Hidden behind high walls at the bottom of a tranquil valley is a delightful secret space. Using the area of the 18th century kitchen garden the borders are now ornamental and themed in a range of colours. Perfect to relax in or explore a little further it's a garden that delights once you've made the discovery.
The landscape at Gibside is grade 1 registered as a Georgian Forest Garden and the inner pleasure gardens cover 42 acres. In later years Victorian shubberies were added and it was one of the most popular gardens of the North East in its day often descibed as the 'Stowe of the North'.
During the summer months one of the most vibrant places in the the North East is under the glowing yellow laburnum arch in the gardens at Seaton Delaval. The formal parterre was designed by renown horticulturist and designer James Russell and is stunning with its hedged structure and use of ornaments and planting.

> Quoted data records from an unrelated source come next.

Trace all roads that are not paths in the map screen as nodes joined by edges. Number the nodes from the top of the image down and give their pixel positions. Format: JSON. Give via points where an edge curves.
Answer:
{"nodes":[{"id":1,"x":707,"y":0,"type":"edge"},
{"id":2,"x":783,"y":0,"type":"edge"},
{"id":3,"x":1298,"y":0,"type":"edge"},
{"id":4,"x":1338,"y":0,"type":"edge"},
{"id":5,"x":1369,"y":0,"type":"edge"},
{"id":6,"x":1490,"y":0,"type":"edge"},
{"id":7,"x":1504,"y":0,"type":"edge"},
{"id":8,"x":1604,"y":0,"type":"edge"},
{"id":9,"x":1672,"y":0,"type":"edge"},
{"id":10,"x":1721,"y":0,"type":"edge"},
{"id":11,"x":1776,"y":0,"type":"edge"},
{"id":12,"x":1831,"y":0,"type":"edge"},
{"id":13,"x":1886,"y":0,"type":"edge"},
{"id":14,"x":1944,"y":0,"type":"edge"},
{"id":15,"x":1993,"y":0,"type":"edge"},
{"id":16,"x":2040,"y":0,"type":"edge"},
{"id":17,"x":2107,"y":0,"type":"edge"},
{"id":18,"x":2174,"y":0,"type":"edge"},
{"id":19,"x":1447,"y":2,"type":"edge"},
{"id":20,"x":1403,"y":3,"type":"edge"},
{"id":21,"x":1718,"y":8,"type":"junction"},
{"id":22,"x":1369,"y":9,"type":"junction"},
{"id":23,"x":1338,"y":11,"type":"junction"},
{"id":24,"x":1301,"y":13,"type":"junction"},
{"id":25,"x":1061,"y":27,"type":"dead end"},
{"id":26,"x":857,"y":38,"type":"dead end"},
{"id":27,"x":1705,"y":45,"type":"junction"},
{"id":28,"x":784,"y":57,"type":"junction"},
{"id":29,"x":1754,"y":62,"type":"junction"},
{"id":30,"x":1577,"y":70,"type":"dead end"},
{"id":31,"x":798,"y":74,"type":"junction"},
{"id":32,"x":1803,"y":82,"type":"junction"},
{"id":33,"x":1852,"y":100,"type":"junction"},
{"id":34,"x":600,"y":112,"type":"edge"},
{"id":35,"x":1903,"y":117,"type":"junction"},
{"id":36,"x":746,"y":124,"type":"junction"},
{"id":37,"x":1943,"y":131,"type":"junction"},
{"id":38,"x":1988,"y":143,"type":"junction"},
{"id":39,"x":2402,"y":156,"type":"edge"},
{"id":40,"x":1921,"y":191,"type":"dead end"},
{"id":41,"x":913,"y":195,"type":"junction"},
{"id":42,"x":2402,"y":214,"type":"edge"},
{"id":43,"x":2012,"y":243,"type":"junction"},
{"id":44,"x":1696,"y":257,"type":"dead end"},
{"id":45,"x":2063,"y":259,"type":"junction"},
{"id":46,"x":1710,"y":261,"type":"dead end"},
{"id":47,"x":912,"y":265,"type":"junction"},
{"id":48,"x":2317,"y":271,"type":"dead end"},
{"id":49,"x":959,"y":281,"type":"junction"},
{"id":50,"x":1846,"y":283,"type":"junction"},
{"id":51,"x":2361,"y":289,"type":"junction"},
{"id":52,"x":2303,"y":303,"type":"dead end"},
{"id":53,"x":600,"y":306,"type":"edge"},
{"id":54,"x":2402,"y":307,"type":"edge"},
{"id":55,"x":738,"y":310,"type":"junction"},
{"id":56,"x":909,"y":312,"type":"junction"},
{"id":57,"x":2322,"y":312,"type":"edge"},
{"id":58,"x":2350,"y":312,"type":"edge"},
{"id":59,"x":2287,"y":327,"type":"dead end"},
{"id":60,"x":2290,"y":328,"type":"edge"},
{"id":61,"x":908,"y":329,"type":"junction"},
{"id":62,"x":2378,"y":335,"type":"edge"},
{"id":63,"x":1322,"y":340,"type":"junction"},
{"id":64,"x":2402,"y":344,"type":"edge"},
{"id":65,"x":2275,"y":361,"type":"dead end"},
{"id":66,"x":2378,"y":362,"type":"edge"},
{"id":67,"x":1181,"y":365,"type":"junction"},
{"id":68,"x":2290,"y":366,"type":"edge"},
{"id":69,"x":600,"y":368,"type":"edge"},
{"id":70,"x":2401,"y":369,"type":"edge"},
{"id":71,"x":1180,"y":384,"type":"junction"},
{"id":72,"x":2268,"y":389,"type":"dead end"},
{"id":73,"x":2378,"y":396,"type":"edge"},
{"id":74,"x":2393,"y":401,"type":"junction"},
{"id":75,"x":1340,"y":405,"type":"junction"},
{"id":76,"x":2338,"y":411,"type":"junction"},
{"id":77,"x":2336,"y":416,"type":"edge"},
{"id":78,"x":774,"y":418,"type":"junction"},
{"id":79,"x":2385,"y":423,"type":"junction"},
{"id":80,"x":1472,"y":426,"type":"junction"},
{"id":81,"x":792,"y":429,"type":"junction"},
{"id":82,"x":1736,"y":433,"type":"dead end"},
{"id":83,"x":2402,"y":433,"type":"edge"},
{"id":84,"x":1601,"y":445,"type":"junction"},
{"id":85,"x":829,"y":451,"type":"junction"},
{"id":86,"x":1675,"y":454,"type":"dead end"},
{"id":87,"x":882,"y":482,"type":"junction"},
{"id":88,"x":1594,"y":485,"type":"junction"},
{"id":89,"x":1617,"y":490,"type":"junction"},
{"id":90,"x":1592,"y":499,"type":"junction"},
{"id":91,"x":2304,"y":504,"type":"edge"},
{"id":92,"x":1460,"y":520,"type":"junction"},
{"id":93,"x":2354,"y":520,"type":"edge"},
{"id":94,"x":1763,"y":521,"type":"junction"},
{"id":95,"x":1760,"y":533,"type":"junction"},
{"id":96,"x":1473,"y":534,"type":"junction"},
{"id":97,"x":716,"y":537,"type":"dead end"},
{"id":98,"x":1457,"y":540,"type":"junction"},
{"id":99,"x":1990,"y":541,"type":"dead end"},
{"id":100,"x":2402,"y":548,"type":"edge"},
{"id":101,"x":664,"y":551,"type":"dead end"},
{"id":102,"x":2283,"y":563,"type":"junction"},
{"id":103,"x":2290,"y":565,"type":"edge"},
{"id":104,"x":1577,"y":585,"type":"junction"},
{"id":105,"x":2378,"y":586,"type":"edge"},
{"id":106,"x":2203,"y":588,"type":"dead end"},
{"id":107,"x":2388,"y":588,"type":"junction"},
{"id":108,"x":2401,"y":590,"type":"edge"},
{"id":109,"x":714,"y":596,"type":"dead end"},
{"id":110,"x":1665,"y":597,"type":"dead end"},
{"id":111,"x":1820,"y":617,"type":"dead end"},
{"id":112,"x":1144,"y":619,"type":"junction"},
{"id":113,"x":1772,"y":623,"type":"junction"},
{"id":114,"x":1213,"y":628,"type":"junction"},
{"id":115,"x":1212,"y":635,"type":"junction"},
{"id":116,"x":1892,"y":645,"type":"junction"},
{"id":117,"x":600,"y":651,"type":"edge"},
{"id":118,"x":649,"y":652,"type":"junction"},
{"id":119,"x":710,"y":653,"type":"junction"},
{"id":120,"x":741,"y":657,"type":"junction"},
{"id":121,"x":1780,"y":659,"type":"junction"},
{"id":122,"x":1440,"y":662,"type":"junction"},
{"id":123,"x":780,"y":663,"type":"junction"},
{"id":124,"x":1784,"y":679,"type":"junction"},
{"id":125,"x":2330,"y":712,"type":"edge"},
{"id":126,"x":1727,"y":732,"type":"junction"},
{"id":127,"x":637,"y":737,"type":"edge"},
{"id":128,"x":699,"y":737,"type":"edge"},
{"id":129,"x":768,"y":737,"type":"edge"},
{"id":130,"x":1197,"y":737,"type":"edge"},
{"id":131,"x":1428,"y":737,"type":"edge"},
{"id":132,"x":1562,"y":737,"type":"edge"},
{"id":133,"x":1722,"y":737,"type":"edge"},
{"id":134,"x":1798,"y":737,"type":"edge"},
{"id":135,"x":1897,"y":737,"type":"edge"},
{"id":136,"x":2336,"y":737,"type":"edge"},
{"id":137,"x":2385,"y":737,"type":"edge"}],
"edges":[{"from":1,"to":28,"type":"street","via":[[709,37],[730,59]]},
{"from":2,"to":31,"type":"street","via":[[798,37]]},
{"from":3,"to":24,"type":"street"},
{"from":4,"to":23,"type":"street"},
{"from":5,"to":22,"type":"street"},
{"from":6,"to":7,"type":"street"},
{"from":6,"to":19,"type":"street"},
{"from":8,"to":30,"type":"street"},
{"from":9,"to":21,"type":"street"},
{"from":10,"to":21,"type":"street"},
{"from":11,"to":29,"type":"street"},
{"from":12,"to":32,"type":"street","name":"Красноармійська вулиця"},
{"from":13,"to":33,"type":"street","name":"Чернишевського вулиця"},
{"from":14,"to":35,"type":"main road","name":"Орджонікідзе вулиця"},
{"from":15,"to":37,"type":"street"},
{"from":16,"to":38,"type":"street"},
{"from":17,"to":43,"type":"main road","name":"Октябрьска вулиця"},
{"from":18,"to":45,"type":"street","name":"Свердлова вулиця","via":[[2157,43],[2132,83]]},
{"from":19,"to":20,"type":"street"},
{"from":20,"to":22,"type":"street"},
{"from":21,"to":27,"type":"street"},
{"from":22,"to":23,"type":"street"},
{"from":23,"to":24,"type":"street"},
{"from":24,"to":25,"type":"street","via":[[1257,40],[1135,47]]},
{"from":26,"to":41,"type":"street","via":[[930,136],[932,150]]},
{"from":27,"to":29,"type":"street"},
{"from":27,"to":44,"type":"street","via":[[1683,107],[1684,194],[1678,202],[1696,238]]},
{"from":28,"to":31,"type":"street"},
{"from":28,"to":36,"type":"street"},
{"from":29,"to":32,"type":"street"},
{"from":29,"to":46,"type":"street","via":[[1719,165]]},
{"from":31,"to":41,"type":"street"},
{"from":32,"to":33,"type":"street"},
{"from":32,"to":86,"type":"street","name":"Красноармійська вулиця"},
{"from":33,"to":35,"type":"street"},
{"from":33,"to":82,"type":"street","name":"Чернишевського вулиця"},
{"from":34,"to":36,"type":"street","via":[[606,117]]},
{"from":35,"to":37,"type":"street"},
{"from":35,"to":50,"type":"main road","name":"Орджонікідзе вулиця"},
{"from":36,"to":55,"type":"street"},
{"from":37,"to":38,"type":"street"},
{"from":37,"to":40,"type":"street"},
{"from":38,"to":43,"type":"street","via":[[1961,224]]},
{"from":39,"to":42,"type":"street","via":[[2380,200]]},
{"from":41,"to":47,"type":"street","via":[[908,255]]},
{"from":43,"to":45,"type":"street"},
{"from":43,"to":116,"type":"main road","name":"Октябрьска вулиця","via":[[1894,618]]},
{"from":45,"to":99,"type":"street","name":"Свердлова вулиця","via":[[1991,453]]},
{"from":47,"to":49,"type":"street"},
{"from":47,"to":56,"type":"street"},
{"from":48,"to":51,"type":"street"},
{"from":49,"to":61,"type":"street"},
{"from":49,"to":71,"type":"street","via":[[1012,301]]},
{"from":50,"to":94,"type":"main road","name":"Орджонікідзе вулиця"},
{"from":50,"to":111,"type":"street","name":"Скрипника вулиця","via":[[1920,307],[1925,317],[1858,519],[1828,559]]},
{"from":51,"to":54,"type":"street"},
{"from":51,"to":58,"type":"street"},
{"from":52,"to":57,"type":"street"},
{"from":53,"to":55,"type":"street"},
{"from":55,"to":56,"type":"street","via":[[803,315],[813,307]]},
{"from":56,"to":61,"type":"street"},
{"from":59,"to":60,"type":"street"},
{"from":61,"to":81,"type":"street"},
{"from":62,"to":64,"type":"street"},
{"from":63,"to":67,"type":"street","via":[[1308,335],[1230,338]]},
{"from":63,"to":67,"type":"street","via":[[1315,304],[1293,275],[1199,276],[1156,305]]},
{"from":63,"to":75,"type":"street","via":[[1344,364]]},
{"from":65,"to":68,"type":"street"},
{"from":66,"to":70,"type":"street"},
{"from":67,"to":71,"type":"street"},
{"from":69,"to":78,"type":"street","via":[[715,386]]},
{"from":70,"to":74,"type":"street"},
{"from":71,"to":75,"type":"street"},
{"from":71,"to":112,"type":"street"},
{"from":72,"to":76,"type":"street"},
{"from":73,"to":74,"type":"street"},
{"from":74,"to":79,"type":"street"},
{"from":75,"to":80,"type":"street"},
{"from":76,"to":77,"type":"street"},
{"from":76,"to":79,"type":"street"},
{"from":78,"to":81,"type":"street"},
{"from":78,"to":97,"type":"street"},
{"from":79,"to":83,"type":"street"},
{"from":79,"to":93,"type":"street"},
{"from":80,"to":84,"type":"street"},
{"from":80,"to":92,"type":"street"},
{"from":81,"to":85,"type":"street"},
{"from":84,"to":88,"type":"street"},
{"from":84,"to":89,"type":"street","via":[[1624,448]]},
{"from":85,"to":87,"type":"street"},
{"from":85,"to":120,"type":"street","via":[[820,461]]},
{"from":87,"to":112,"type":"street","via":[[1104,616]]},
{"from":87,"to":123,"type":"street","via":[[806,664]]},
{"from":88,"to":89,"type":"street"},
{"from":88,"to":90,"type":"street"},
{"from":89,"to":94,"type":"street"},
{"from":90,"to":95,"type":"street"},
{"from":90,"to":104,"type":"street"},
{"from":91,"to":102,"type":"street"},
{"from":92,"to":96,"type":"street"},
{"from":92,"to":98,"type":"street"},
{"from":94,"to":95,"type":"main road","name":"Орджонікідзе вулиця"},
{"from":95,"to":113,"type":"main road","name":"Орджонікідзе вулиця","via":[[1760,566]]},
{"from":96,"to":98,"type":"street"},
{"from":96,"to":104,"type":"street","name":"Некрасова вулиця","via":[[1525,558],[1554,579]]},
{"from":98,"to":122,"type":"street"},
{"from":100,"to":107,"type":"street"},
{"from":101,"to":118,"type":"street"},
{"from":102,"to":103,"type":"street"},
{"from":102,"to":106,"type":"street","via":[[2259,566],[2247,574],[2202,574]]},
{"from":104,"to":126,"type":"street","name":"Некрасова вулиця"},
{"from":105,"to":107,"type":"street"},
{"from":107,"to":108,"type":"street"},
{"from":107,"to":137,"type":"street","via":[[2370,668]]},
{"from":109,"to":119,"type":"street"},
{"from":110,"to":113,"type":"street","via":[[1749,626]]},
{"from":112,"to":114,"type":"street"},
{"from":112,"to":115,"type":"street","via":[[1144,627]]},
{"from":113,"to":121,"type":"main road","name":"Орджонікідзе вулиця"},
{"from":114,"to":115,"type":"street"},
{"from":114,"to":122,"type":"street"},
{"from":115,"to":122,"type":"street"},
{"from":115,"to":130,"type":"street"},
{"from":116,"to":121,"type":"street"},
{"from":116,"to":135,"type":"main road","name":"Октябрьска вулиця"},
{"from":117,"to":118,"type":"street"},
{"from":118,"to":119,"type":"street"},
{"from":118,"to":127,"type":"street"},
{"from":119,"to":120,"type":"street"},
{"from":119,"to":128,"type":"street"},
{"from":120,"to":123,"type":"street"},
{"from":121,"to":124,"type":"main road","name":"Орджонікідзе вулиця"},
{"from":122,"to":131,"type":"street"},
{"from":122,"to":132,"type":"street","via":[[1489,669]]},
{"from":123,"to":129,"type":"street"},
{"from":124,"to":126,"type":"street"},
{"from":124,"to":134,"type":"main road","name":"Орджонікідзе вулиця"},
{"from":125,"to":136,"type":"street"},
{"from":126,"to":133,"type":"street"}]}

The formal garden at Cragside covers 3 acres and is laid out over 3 terraces with views across Coquetdale and Simonside. It is a magnificent example of a Victorian garden with seasonal bedding providing a colourful show. The glasshouse dates from the 1970s and is one of the largest surviving examples of its kind.
The pretty gardens at Washington Old Hall are set over 2 acres and can be enjoyed with a leisurely stroll. A selection of fruit trees, flowers and herbs are neatly framed by smart box hedging on the 17th century parterre at the ancestral home of George Washington that originates from the 12th century.
Set over 6 acres, the formal gardens at Ormesby hall reflects the symmetry of the architecture of the 18th century hall; one of the oldest existing formal mansion houses and gardens in Teesside. There are walks to explore the landscape and take in the views.